Today’s newsletter takes you to Sao Paulo, where bankers are meeting to discuss the future of climate finance, and to Brussels, where ministers are gathering to hash out a last-minute deal on emissions. EU Commissioner Teresa Ribera spoke to us about the pressures the bloc is facing.

Bloomberg Green is also hosting an event in Sao Paulo today on finance, carbon markets and climate risk. Speakers include Brazil Finance Minister Fernando Haddad, COP30 CEO Ana Toni, and others from JPMorgan, HSBC, BloombergNEF and more. The event kicks off at 9 a.m. BRT (7 a.m. EDT). Follow the livestream at bloomberg.com.

Subscribe to Green Daily for free to stay up to date with COP30 breaking news, exclusive content and in-depth analysis.

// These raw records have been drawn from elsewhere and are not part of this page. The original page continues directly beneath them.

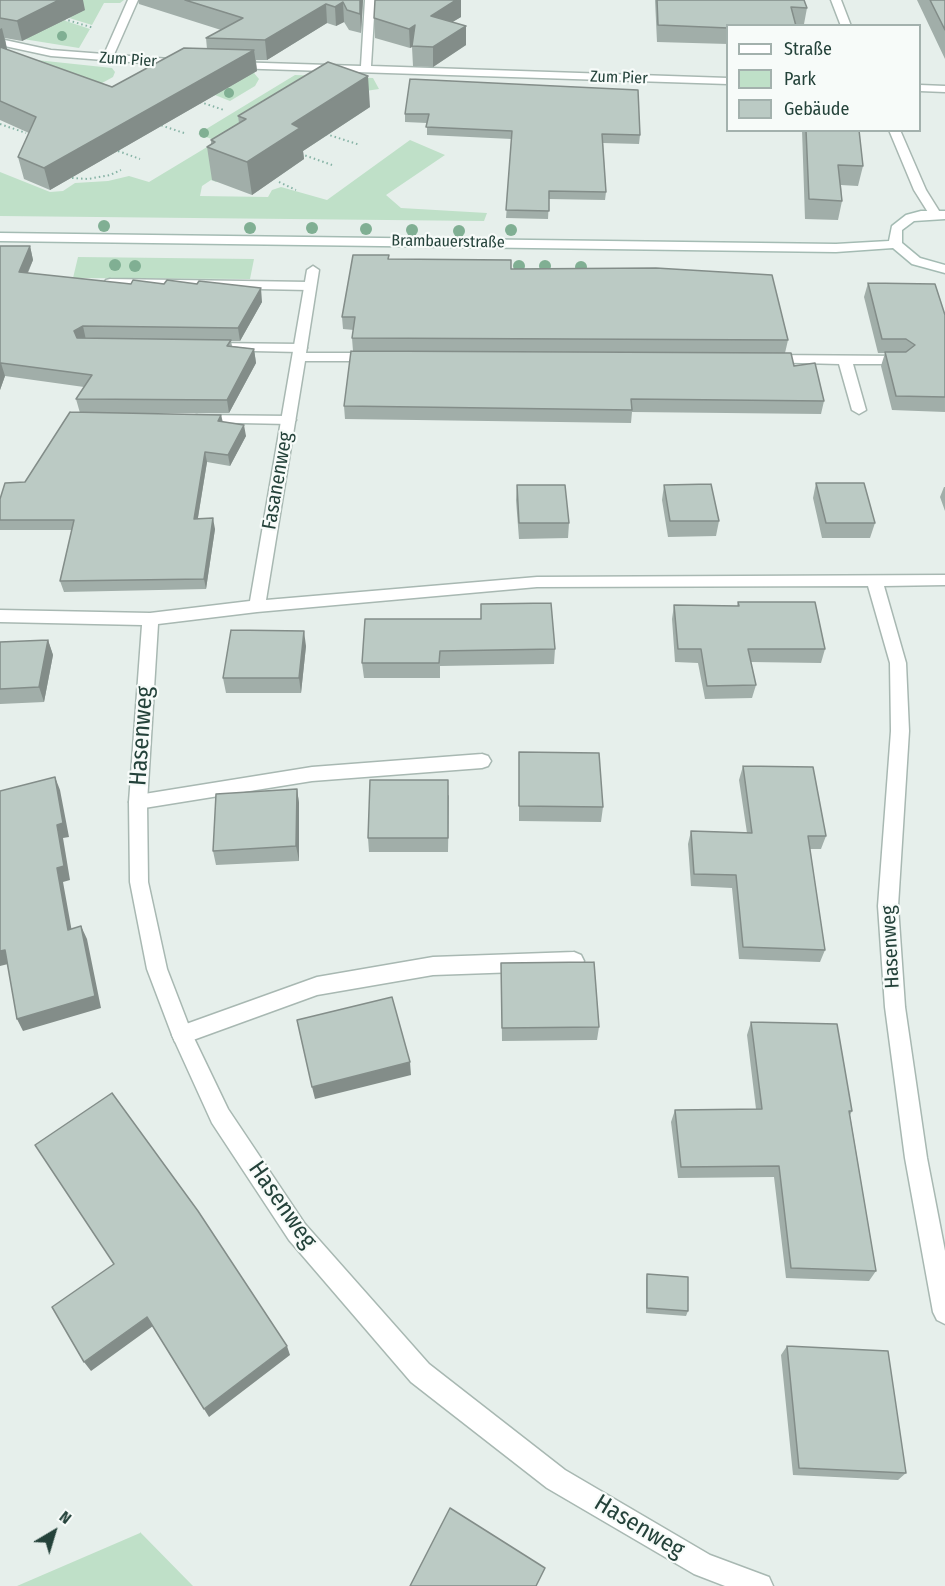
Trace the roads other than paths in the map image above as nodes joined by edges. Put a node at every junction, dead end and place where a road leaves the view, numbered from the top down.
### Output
1 (133, 0) edge
2 (370, 0) edge
3 (836, 0) edge
4 (845, 24) edge
5 (0, 42) edge
6 (107, 59) junction
7 (198, 64) edge
8 (220, 64) edge
9 (366, 69) junction
10 (726, 81) edge
11 (921, 88) edge
12 (945, 89) edge
13 (895, 132) edge
14 (940, 214) edge
15 (0, 237) edge
16 (896, 244) junction
17 (945, 269) edge
18 (313, 270) dead end
19 (110, 283) edge
20 (309, 286) junction
21 (193, 347) edge
22 (300, 352) junction
23 (394, 357) edge
24 (751, 359) edge
25 (845, 359) junction
26 (902, 360) edge
27 (859, 410) dead end
28 (184, 419) edge
29 (289, 420) junction
30 (945, 580) edge
31 (874, 582) junction
32 (257, 606) junction
33 (0, 616) edge
34 (150, 619) junction
35 (482, 761) dead end
36 (138, 802) junction
37 (574, 961) edge
38 (182, 1035) junction
39 (945, 1312) edge
40 (760, 1586) edge

1 - 6 street
2 - 9 street
3 - 4 street
5 - 6 street, Zum Pier
6 - 7 street, Zum Pier
8 - 9 street, Zum Pier
9 - 10 street, Zum Pier
11 - 12 street
13 - 14 street
14 - 16 street
15 - 16 street, Brambauerstraße
16 - 17 street
18 - 20 street, Fasanenweg
19 - 20 street
20 - 22 street, Fasanenweg
21 - 22 street
22 - 23 street
22 - 29 street, Fasanenweg
24 - 25 street
25 - 26 street
25 - 27 street
28 - 29 street
29 - 32 street, Fasanenweg
30 - 31 street
31 - 32 street
31 - 39 street, Hasenweg
32 - 34 street
33 - 34 street
34 - 36 street, Hasenweg
35 - 36 street
36 - 38 street, Hasenweg
37 - 38 street
38 - 40 street, Hasenweg

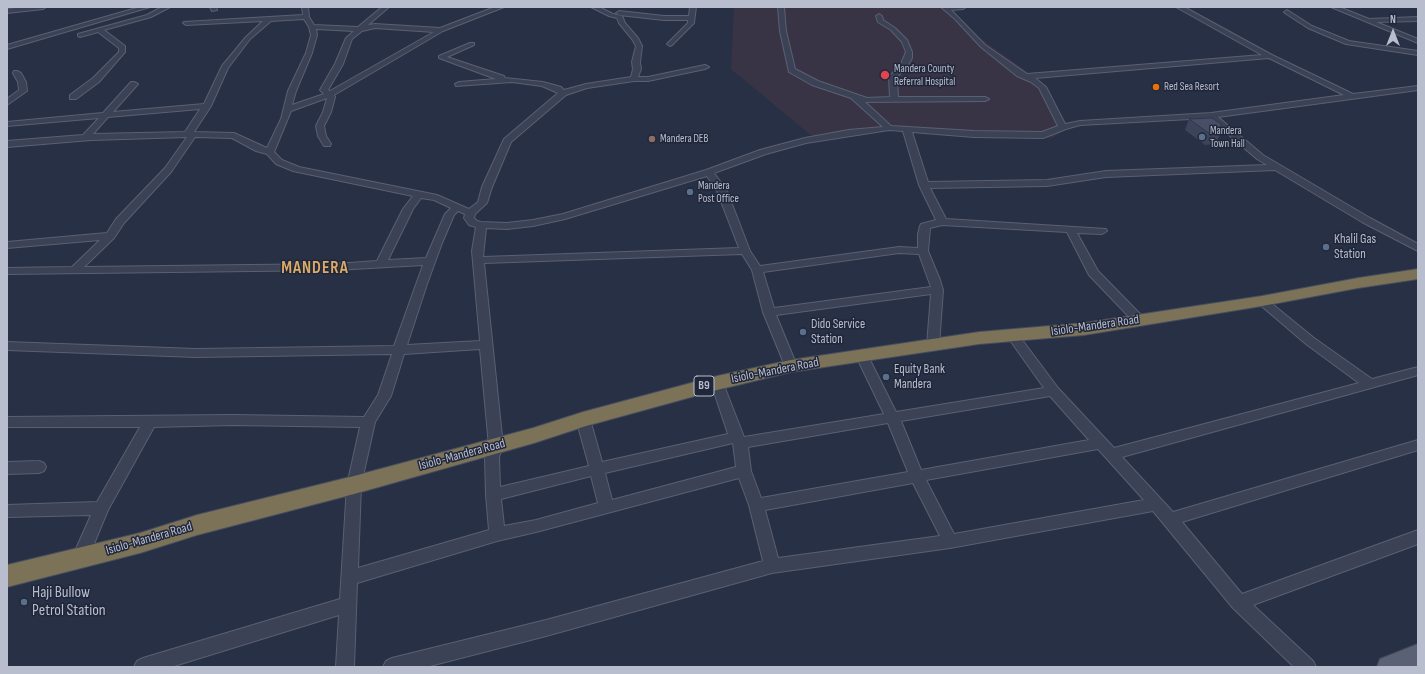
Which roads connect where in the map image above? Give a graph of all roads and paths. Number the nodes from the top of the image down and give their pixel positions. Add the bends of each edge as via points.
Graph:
1 (43, 7) edge
2 (147, 7) edge
3 (167, 7) edge
4 (305, 7) edge
5 (386, 7) edge
6 (501, 7) edge
7 (594, 7) edge
8 (693, 7) edge
9 (781, 7) edge
10 (963, 7) edge
11 (1179, 7) edge
12 (1334, 7) edge
13 (945, 8) edge
14 (7, 11) edge
15 (619, 12) edge
16 (1287, 12) dead end
17 (879, 16) dead end
18 (306, 17) junction
19 (692, 18) junction
20 (1418, 19) edge
21 (268, 20) junction
22 (1366, 20) junction
23 (186, 23) dead end
24 (312, 27) junction
25 (360, 28) junction
26 (98, 29) junction
27 (441, 30) junction
28 (80, 35) dead end
29 (1418, 41) edge
30 (472, 44) dead end
31 (670, 44) dead end
32 (7, 47) edge
33 (778, 50) dead end
34 (786, 50) junction
35 (1418, 53) edge
36 (1270, 56) junction
37 (705, 67) dead end
38 (17, 73) dead end
39 (1028, 76) junction
40 (634, 79) junction
41 (507, 81) junction
42 (134, 84) dead end
43 (459, 84) dead end
44 (1418, 88) edge
45 (563, 93) junction
46 (329, 95) junction
47 (854, 96) junction
48 (1353, 97) junction
49 (73, 98) dead end
50 (985, 99) dead end
51 (894, 100) junction
52 (7, 103) edge
53 (207, 106) junction
54 (287, 110) junction
55 (106, 114) junction
56 (1211, 115) junction
57 (7, 124) edge
58 (1062, 127) junction
59 (889, 128) junction
60 (907, 130) junction
61 (191, 134) junction
62 (86, 138) junction
63 (7, 144) edge
64 (327, 144) dead end
65 (270, 152) junction
66 (1277, 166) junction
67 (709, 172) junction
68 (924, 185) junction
69 (419, 194) junction
70 (456, 208) junction
71 (470, 213) junction
72 (942, 222) junction
73 (481, 225) junction
74 (1070, 229) junction
75 (1102, 230) dead end
76 (110, 236) junction
77 (7, 245) edge
78 (1418, 248) edge
79 (746, 251) junction
80 (923, 251) junction
81 (478, 260) junction
82 (430, 262) junction
83 (381, 264) junction
84 (76, 269) junction
85 (757, 270) junction
86 (7, 271) edge
87 (1418, 274) edge
88 (937, 290) junction
89 (1262, 301) junction
90 (769, 312) junction
91 (1140, 320) junction
92 (1013, 336) junction
93 (486, 345) junction
94 (934, 345) junction
95 (7, 346) edge
96 (399, 350) junction
97 (862, 356) junction
98 (791, 366) junction
99 (1418, 371) edge
100 (716, 383) junction
101 (1368, 383) junction
102 (1053, 391) junction
103 (892, 418) junction
104 (583, 419) junction
105 (7, 422) edge
106 (150, 422) junction
107 (368, 422) junction
108 (739, 440) junction
109 (1418, 445) edge
110 (496, 446) junction
111 (1105, 449) junction
112 (39, 467) dead end
113 (7, 468) edge
114 (598, 469) junction
115 (744, 471) junction
116 (917, 476) junction
117 (354, 485) junction
118 (493, 495) junction
119 (1156, 504) junction
120 (756, 505) junction
121 (607, 507) junction
122 (101, 508) junction
123 (7, 511) edge
124 (1170, 519) junction
125 (497, 534) junction
126 (1418, 537) edge
127 (950, 541) junction
128 (80, 558) junction
129 (772, 566) junction
130 (7, 576) edge
131 (349, 578) junction
132 (1239, 603) junction
133 (347, 605) junction
134 (1418, 655) edge
135 (145, 667) edge
136 (345, 667) edge
137 (392, 667) edge
138 (1307, 667) edge
139 (1388, 667) edge

1 - 14 street
2 - 32 street
3 - 26 street via 149,16
4 - 18 street
5 - 25 street
6 - 27 street
7 - 15 street via 611,15
8 - 19 street
9 - 34 street
10 - 13 street
11 - 36 street
12 - 22 street
13 - 39 street via 974,38 1010,67
15 - 19 street via 664,18
15 - 40 street via 622,23 639,46
16 - 35 street via 1310,27 1348,43
17 - 51 street via 880,21 905,41 909,52 904,65 893,77
18 - 21 street
18 - 24 street
19 - 31 street via 688,26
20 - 22 street
21 - 23 street
21 - 53 street via 248,38 225,68
22 - 29 street
24 - 25 street
24 - 54 street via 314,35 309,53 295,83
25 - 27 street via 375,26
25 - 46 street via 348,40 339,64 324,90
26 - 28 street
26 - 49 street via 123,47 122,52 96,80
27 - 46 street
30 - 41 street via 441,57
33 - 34 street
34 - 47 street via 792,70 815,83
36 - 39 street
36 - 48 street
37 - 40 street
38 - 52 street via 23,91
39 - 58 street via 1042,87
40 - 45 street via 586,86
41 - 43 street
41 - 45 street via 543,84
42 - 55 street
44 - 48 street
45 - 71 street via 507,141 482,202
46 - 54 street
46 - 64 street via 330,104 320,126
47 - 51 street via 866,100
47 - 59 street
48 - 56 street
50 - 51 street
53 - 55 street
53 - 61 street
54 - 65 street
55 - 57 street
55 - 62 street
56 - 58 street via 1094,122
56 - 66 street via 1260,157
58 - 60 street via 1039,135
59 - 60 street
59 - 67 street via 792,144 744,158
60 - 68 street
61 - 62 street
61 - 65 street via 234,136
61 - 76 street via 168,170 120,221
62 - 63 street
65 - 69 street via 279,162 296,169
66 - 68 street via 1106,174 1048,183
66 - 78 street
67 - 73 street via 565,216 507,226
67 - 79 street via 722,191
68 - 72 street
69 - 70 street via 437,198
69 - 83 street via 408,209
70 - 71 street
70 - 82 street via 450,214
71 - 73 street via 469,218 473,223
72 - 74 street
72 - 80 street via 925,226
73 - 81 street via 476,251
74 - 75 street
74 - 91 street via 1093,273
76 - 77 street
76 - 84 street
79 - 81 street
79 - 85 street
80 - 85 street via 892,250
80 - 88 street
81 - 93 street
82 - 83 street
82 - 96 street
83 - 84 street
84 - 86 street
85 - 90 street
87 - 89 highway, Isiolo-Mandera Road / B9
88 - 90 street
88 - 94 street
89 - 91 highway, Isiolo-Mandera Road / B9
89 - 101 street via 1310,341
90 - 98 street
91 - 92 highway, Isiolo-Mandera Road / B9
92 - 94 highway, Isiolo-Mandera Road / B9
92 - 102 street
93 - 96 street
93 - 110 street
94 - 97 highway, Isiolo-Mandera Road / B9
95 - 96 street via 196,353
96 - 107 street via 384,396
97 - 98 highway, Isiolo-Mandera Road / B9
97 - 103 street
98 - 100 highway, Isiolo-Mandera Road / B9
99 - 101 street
100 - 104 highway, Isiolo-Mandera Road / B9
100 - 108 street
101 - 111 street
102 - 103 street
102 - 111 street
103 - 108 street
103 - 116 street
104 - 110 highway, Isiolo-Mandera Road / B9
104 - 114 street
105 - 106 street
106 - 107 street
106 - 122 street
107 - 117 street
108 - 114 street
108 - 115 street
109 - 124 street
110 - 117 highway, Isiolo-Mandera Road / B9
110 - 118 street via 492,457
111 - 116 street
111 - 119 street
112 - 113 street
114 - 118 street
114 - 121 street
115 - 120 street
115 - 121 street
116 - 120 street
116 - 127 street
117 - 128 highway, Isiolo-Mandera Road / B9
117 - 131 street
118 - 125 street
119 - 124 street
119 - 127 street
120 - 129 street
121 - 125 street
122 - 123 street
122 - 128 street
124 - 132 street
125 - 131 street
126 - 132 street
127 - 129 street
128 - 130 highway, Isiolo-Mandera Road / B9
129 - 137 street
131 - 133 street
132 - 138 street
133 - 135 street
133 - 136 street
134 - 139 main road

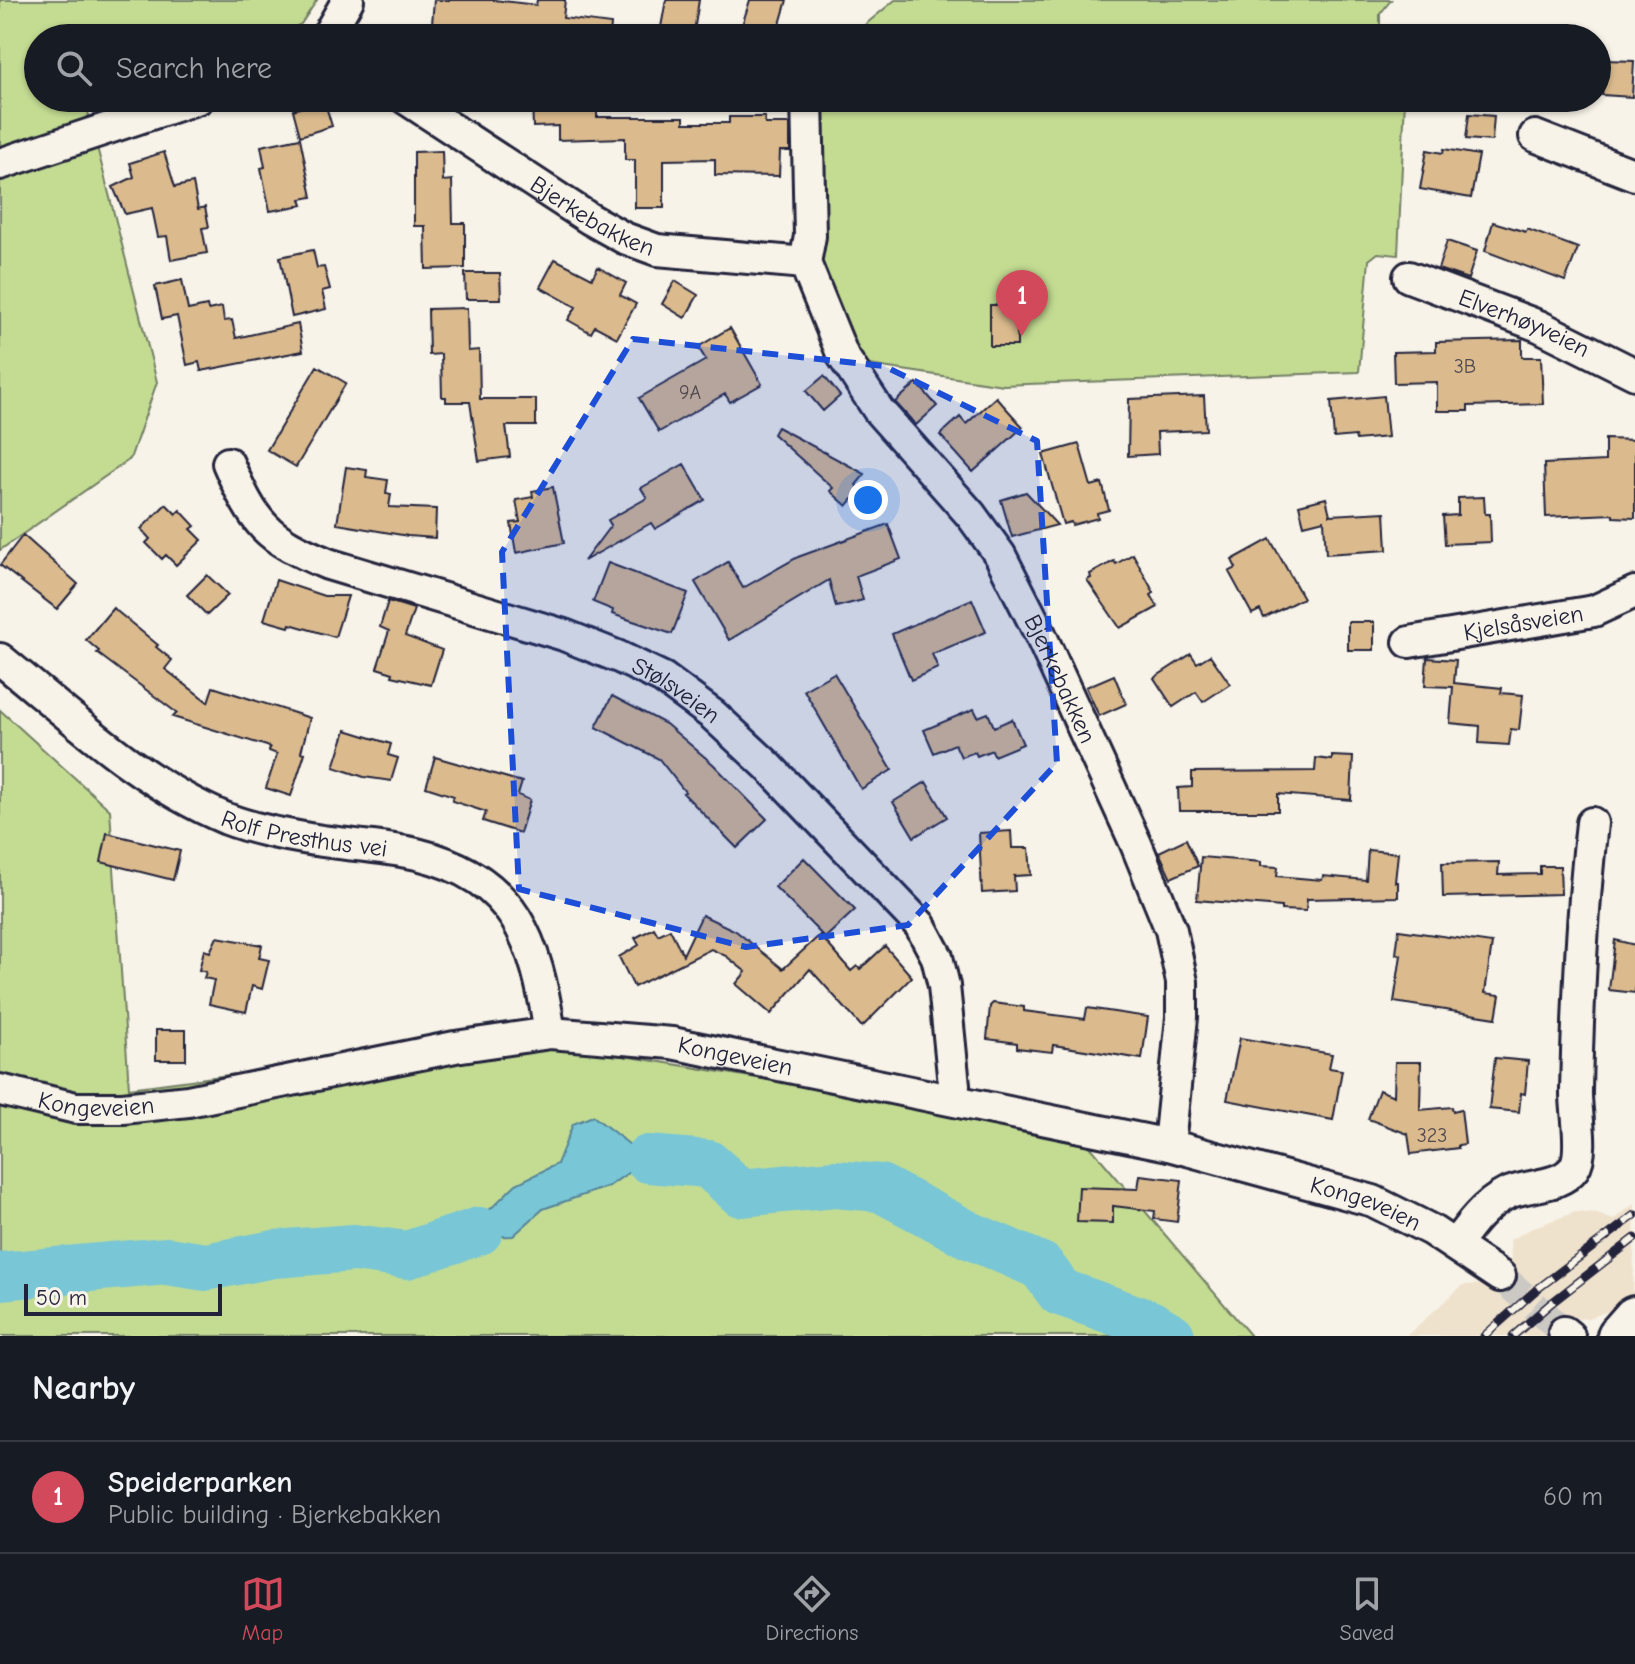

A new climate finance model

By Alastair Marsh

Climate finance as we know it has reached the end of its useful life and needs to be thrown out.

That’s the view of Rhian-Mari Thomas, a former Barclays banker who now runs the London-based Green Finance Institute. Gone are the days of bankers on bicycles handing out bamboo business cards, as they did in Glasgow for the COP26 summit in 2021. Gone, too, are most of the commitments to net zero alliances unveiled back then. 

The grand emissions-cutting proclamations and broad industry coalitions of yesteryear served a purpose in galvanizing initial progress, but if the trillions of dollars needed to fund emissions reductions and adaptation are to flow, a new model is needed, she said.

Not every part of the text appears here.